Filmes que podem ser úteis antes de narrar o cenário:
O Nevoeiro (The Mist/2007), no qual um grupo de pessoas fica preso em um ambiente confinado tendo de lidar com algo aterrorizante que está do lado de fora. Melhor ainda, o filme fornece indícios de como o confinamento e o contato forçado com outras pessoas em meio a uma situação assustadora pode transformar pessoas gentis em verdadeiros monstros.
Identidade (Identity/2003), onde um grupo de pessoas acaba ficando isolado durante uma tempestade em um motel de beira de estrada com um assassino à solta.
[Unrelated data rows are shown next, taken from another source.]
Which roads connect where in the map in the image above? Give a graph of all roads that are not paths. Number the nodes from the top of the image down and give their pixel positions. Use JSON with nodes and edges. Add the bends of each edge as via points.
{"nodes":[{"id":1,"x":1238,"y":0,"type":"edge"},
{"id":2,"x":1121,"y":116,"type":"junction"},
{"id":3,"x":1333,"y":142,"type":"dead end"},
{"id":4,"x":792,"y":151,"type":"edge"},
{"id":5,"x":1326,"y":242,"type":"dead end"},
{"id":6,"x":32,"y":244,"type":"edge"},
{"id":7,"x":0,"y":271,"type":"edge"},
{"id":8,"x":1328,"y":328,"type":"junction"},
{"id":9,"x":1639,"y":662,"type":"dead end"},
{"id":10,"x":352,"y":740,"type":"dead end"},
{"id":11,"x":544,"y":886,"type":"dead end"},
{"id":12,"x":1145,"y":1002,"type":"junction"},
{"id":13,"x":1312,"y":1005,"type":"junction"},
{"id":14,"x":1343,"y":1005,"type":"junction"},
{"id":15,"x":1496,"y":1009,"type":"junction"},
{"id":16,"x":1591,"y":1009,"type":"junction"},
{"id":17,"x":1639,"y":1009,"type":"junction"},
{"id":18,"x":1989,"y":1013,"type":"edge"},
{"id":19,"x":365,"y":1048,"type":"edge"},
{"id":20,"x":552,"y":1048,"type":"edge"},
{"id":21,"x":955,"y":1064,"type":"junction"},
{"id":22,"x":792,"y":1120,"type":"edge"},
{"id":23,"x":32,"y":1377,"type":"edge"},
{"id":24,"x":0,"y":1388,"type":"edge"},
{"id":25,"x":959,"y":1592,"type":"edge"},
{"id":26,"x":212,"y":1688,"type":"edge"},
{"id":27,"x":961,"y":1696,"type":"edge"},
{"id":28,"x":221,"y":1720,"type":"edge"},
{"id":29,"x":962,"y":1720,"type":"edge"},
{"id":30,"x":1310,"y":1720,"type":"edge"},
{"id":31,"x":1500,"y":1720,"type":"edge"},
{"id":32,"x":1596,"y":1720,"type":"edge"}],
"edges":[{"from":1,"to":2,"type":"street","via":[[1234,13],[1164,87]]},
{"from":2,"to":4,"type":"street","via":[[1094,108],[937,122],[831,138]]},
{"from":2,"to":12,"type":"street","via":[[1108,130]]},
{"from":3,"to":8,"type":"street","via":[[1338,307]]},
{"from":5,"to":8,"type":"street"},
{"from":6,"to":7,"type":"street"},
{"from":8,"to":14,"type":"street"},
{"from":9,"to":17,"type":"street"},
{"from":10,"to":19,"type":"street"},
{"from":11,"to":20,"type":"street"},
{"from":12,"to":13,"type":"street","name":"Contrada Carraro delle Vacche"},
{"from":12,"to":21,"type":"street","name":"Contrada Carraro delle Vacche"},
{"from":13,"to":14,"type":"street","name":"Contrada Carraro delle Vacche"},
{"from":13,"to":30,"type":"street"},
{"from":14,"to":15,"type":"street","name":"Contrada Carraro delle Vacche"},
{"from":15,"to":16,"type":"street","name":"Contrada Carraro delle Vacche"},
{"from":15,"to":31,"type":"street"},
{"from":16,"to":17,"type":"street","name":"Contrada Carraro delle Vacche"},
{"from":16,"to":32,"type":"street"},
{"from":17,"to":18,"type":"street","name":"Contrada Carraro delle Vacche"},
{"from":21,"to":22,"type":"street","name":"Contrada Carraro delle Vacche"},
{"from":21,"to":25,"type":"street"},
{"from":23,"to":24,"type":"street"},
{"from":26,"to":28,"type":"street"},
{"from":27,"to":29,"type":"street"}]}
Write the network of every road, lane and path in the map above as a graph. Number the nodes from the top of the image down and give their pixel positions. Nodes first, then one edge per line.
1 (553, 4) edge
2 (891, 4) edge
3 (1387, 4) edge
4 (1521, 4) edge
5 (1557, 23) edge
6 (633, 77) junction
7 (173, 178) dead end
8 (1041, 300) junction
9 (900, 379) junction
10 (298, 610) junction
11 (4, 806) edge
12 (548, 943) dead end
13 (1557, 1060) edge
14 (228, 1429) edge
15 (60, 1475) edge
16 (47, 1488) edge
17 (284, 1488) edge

Ótimo para pegar ideias sobre a tempestade e estabelecer a dinâmica entre personagens.
Os Outros (The Others/2001), não propriamente pelo roteiro que é bem diferente, mas pela proposta de suspense esmagador sem mostrar efetivamente nada, mas deixando no ar uma sensação de estranheza e constante ameaça.
Madrugada dos Mortos (Dawn of the Dead/2004), mais um filme de pessoas forçadas a se esconder em um lugar para se proteger do que existe lá for. Embora seja um filme de zumbis, é fácil transferir alguns elementos vistos nele para sua sessão. É interessante também para compor a personalidade dos NPCs.
Contos e Literatura
Considere ler "A Cor que caiu do Céu", uma das histórias mais clássicas de H.P. Lovecraft que pode ceder várias dicas de como descrever o comportamento de uma criatura alienígena.
Embora não seja necessário, é interessante ler "Horror em Red Hook", sobretudo para quem considerar inserir o Culto novaiorquino em seu cenário.
Bom é isso, minhas ponderações a respeito do cenário Luz Morta.
Por fim, os Handouts adicionais citados neste texto, bem como os personagens que criei para a aventura estarão disponíveis em um link no Mundo Tentacular breve. Quem quiser pode usá-los a vontade para começar a jogar imediatamente.
Adoraria ler nos comentários a respeito de Guardiões que narraram essa aventura e qual foi a impressão a respeito. Fiquem à vontade para fazê-lo e nos vemos em uma próxima Adaptação.